[Extracted entries]
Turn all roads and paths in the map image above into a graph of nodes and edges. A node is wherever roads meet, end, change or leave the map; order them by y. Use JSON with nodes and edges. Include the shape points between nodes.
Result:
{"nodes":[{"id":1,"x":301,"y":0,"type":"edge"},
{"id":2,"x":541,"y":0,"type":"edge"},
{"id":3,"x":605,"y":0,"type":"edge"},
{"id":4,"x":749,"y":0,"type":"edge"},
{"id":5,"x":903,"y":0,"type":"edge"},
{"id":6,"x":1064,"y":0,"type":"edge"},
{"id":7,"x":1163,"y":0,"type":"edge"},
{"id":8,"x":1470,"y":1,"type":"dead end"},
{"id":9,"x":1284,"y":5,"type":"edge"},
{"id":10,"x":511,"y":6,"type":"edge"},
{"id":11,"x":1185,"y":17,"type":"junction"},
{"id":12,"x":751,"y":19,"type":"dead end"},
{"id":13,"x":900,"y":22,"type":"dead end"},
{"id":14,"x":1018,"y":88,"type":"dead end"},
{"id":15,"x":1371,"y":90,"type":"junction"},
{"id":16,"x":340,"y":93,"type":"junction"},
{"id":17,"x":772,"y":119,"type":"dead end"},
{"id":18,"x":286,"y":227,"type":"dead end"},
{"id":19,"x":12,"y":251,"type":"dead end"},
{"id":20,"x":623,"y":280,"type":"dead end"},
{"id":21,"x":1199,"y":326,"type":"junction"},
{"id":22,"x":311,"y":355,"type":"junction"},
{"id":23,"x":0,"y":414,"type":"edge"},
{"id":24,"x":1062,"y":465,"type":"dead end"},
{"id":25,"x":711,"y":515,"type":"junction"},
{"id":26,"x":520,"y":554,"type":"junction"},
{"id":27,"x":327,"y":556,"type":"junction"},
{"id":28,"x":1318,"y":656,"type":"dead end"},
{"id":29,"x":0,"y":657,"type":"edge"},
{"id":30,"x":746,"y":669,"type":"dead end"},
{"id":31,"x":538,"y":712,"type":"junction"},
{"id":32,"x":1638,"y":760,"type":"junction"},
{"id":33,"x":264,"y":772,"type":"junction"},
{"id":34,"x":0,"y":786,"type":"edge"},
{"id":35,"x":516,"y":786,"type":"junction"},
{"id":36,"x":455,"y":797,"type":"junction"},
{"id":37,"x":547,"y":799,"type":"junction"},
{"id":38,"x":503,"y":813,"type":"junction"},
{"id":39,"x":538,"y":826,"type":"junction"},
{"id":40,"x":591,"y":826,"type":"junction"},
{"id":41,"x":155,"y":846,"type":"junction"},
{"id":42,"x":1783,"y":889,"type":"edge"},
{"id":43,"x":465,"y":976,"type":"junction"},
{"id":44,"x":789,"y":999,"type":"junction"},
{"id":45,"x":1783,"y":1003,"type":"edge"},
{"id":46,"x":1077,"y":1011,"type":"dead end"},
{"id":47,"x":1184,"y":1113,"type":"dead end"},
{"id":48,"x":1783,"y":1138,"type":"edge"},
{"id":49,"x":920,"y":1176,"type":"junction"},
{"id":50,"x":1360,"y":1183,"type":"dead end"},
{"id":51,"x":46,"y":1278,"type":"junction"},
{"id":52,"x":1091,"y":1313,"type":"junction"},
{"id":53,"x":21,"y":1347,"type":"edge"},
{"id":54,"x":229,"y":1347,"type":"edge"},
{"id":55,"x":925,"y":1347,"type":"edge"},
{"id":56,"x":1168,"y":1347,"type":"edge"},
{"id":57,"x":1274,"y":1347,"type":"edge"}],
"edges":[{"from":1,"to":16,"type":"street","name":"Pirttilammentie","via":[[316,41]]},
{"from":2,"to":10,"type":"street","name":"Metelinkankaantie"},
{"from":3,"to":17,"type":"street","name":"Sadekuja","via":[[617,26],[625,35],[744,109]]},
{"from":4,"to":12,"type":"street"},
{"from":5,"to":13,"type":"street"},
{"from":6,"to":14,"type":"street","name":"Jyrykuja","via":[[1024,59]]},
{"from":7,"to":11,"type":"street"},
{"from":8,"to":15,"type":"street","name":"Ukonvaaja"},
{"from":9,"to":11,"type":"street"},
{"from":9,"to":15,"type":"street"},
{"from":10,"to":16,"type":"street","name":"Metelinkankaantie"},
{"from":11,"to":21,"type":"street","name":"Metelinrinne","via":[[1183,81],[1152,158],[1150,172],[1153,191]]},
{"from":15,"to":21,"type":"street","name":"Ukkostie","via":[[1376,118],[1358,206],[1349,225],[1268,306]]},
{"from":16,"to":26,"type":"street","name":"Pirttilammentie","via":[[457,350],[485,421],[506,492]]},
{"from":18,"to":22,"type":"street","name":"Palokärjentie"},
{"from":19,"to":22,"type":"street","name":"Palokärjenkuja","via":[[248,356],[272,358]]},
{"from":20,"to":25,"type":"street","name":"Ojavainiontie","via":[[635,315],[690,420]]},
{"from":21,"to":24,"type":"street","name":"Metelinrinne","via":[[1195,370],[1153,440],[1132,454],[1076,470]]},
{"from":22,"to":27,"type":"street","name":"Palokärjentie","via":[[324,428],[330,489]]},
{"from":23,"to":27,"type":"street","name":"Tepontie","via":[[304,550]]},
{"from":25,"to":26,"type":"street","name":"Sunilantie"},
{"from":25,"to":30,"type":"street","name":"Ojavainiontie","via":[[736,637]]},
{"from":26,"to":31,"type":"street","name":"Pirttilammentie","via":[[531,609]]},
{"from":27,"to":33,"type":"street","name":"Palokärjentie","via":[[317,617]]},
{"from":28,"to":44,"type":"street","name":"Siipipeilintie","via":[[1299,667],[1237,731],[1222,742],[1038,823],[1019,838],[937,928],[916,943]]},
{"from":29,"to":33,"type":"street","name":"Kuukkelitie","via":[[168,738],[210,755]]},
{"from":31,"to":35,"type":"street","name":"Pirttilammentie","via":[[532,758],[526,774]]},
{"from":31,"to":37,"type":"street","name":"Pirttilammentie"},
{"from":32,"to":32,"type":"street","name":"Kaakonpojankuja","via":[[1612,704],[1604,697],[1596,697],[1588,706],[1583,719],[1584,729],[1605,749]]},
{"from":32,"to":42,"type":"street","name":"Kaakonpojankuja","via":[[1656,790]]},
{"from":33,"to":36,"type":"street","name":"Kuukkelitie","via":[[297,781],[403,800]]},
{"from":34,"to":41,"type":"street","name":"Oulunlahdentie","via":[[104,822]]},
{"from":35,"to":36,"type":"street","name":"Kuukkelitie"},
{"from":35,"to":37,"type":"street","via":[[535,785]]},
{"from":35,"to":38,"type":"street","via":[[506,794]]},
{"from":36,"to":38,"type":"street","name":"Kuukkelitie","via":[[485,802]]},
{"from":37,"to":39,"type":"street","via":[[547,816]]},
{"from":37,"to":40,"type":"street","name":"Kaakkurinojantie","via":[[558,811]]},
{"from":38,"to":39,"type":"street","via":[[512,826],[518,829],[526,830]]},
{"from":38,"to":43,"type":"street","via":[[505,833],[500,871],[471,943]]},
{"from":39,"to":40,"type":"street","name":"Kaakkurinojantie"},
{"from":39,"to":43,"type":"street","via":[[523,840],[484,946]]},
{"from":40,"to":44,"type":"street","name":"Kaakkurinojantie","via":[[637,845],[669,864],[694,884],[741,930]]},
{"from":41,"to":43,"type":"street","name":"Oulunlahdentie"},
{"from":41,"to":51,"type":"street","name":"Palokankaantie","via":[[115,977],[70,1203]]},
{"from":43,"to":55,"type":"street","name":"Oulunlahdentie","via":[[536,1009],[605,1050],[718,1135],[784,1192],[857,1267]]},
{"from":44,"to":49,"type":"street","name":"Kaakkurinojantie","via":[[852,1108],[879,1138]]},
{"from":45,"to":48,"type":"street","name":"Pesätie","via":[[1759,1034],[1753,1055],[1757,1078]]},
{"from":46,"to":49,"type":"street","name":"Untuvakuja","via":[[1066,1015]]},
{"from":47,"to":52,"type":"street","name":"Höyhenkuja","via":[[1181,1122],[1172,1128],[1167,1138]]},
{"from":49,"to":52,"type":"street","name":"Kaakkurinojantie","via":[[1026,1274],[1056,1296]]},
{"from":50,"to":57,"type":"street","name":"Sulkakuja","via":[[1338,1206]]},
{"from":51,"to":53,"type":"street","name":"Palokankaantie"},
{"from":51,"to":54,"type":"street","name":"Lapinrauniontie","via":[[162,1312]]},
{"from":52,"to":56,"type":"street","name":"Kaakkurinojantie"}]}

[Your task] Search the listing for the string "Kaakonpojankuja". Copy each line where it is found.

[Exercise response]
{"from":32,"to":32,"type":"street","name":"Kaakonpojankuja","via":[[1612,704],[1604,697],[1596,697],[1588,706],[1583,719],[1584,729],[1605,749]]},
{"from":32,"to":42,"type":"street","name":"Kaakonpojankuja","via":[[1656,790]]},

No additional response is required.